Technology advancement:
NAK developed the specific MNase seq protocol that we used for the preliminary experiments and that we will use extensively in this project, in collaboration with Konrad Paszkiewicz (Exeter University), and published this in 2011. The method requires modifications to the standard Illumina library preparation method, and NAK has now optimized the use of this in the NeoPrep library preparation robot. We envisage that with further development and dissemination and publication, other Illumina sequencing centres will adopt the modified sample preparation pipeline to deliver this methodology to other groups. Success in this project, coupled with our dissemination activities, will increase uptake of this method by other researchers in the UK.

Staff training.
A major impact of our research will be the training of the two staff. The post-doctoral researcher will develop extensive molecular biology and genetics lab skills.
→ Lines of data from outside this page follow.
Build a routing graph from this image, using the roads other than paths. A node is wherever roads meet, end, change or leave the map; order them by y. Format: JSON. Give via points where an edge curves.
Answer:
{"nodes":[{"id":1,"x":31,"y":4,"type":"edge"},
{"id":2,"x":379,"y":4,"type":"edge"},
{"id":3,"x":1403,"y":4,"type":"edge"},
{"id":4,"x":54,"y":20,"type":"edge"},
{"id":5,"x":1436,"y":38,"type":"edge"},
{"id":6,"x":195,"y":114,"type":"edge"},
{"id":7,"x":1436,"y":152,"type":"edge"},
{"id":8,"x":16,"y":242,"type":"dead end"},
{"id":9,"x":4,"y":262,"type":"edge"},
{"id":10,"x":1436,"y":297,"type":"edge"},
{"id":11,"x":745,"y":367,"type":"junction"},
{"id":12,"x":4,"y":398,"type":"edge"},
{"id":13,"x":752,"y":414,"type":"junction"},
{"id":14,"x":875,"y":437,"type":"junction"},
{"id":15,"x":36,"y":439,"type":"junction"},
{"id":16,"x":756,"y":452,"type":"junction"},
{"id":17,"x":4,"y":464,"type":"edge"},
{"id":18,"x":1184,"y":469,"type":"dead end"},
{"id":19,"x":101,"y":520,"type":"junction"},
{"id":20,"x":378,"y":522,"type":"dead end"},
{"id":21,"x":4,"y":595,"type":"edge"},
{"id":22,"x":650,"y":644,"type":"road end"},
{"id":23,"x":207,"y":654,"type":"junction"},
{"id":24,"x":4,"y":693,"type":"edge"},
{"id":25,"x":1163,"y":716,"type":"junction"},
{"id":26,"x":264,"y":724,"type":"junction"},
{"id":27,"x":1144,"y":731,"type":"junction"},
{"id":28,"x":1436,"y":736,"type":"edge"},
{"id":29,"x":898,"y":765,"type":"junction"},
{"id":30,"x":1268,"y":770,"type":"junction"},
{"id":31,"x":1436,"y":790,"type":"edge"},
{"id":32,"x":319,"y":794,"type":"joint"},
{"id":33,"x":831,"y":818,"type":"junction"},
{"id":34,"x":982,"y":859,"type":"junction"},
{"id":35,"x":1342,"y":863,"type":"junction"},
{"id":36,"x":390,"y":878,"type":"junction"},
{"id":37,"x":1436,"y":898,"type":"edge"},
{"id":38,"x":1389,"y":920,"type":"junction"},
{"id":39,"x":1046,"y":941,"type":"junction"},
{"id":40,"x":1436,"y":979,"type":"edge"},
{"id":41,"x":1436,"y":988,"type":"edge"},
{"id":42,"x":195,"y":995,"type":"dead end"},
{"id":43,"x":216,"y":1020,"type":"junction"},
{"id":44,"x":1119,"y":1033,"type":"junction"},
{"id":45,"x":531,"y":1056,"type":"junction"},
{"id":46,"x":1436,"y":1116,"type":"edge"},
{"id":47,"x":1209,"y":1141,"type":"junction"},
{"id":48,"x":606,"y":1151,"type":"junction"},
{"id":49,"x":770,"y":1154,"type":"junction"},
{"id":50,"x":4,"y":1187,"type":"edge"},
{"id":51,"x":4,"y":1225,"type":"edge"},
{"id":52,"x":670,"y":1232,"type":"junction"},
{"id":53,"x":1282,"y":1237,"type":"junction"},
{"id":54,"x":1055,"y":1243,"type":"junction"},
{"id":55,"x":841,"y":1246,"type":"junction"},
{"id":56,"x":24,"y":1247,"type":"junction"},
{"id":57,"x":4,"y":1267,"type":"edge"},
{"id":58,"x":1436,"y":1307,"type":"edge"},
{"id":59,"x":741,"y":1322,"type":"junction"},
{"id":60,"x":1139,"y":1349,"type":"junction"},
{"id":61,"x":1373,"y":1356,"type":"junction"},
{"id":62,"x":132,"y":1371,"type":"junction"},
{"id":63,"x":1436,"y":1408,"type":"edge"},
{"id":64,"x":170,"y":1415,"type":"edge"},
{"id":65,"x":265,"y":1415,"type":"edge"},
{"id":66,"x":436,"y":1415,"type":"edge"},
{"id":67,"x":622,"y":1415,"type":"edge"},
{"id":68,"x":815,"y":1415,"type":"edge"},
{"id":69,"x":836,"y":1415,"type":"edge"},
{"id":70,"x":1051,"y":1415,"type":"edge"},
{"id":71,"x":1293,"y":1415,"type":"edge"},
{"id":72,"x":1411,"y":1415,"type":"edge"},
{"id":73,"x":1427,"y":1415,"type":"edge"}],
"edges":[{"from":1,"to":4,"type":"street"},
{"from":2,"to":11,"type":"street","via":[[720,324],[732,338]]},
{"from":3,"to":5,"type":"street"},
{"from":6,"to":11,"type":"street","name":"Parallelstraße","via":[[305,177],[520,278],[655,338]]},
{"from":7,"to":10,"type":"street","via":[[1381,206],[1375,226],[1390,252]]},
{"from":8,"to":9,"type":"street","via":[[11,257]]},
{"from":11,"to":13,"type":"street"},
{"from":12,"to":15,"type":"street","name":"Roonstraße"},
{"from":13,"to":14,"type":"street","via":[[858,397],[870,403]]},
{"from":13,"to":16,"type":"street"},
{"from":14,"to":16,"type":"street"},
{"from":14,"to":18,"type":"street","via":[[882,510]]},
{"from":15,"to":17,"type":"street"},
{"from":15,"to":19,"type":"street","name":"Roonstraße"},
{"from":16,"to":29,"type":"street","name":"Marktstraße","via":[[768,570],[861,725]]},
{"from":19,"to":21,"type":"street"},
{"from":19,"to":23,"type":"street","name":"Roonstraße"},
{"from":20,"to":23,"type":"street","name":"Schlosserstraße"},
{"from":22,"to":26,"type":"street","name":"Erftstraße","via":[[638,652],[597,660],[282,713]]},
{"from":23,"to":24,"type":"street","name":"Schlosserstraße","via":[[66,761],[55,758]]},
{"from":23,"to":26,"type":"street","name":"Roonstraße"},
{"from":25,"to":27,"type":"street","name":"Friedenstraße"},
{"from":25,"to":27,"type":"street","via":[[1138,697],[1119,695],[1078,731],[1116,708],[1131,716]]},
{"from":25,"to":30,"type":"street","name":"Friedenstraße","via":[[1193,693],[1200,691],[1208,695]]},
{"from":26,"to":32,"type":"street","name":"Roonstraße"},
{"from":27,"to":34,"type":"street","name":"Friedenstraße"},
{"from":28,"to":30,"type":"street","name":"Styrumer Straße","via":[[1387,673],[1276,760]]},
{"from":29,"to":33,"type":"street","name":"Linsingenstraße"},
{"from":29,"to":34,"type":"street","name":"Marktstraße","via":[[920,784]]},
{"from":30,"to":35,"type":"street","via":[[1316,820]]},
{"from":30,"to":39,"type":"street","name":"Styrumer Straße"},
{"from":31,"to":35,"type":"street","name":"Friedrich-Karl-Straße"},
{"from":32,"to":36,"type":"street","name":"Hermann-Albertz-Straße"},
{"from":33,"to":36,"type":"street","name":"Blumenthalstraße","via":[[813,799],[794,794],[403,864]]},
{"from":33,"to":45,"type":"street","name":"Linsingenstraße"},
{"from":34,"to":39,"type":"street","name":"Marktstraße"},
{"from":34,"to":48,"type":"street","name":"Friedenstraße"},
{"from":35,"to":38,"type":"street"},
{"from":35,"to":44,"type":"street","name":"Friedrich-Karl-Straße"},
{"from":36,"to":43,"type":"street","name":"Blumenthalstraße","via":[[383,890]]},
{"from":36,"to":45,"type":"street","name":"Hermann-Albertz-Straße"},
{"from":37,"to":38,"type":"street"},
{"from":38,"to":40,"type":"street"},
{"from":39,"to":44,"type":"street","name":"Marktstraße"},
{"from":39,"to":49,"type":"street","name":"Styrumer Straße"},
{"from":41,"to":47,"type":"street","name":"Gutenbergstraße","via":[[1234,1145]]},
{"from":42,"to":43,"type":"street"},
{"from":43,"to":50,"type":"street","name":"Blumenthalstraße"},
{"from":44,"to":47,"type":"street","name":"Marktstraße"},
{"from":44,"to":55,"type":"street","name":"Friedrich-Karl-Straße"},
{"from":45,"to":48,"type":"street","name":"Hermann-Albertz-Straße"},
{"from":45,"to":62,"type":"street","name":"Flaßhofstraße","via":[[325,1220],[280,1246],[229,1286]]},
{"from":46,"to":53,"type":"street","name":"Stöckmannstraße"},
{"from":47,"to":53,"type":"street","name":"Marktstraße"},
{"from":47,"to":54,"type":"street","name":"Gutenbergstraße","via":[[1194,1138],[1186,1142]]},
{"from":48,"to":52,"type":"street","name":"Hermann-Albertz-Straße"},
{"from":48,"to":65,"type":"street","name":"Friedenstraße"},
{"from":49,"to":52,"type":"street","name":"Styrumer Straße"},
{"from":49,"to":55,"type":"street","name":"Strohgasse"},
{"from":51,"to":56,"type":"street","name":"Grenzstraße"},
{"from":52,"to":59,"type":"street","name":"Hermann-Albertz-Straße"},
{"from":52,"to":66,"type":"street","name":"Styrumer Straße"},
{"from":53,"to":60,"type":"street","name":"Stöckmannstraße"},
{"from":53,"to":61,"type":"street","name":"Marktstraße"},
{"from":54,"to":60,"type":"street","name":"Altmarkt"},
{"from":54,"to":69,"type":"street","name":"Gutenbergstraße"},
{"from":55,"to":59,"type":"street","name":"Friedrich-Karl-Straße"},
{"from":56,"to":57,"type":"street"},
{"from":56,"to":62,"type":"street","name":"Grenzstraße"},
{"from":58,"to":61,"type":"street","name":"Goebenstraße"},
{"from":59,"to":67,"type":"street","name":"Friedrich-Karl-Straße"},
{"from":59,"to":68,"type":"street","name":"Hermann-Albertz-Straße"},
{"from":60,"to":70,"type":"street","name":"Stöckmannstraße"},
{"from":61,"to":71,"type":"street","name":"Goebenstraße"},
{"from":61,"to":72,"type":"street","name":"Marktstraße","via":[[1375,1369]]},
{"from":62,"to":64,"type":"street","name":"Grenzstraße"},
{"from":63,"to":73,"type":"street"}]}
S/he will also gain skills in the manipulation of big data, the design, writing and execution of scripts to query the data, and the presentation of highly complex results in visually compelling formats. Bioinformatics and coding have been identified as skills gaps in the UK bioscience community. The technician will also gain a wide variety of molecular biology and cell biology skills, again these are in high demand in the sector. They will also have the opportunity to learn bioinformatics, especially in the second half of the project. Both the researchers will develop their communication skills - to academic peers via presentation at conferences, and to the general public via outreach events.

Impact outside the academic sector.
Our research project is one aspect of the fundamental question "what makes one cell different from another". This is of broad interest to the public, and we will continue our outreach work with both schools and to adult audiences, to increase the general public understanding of this science.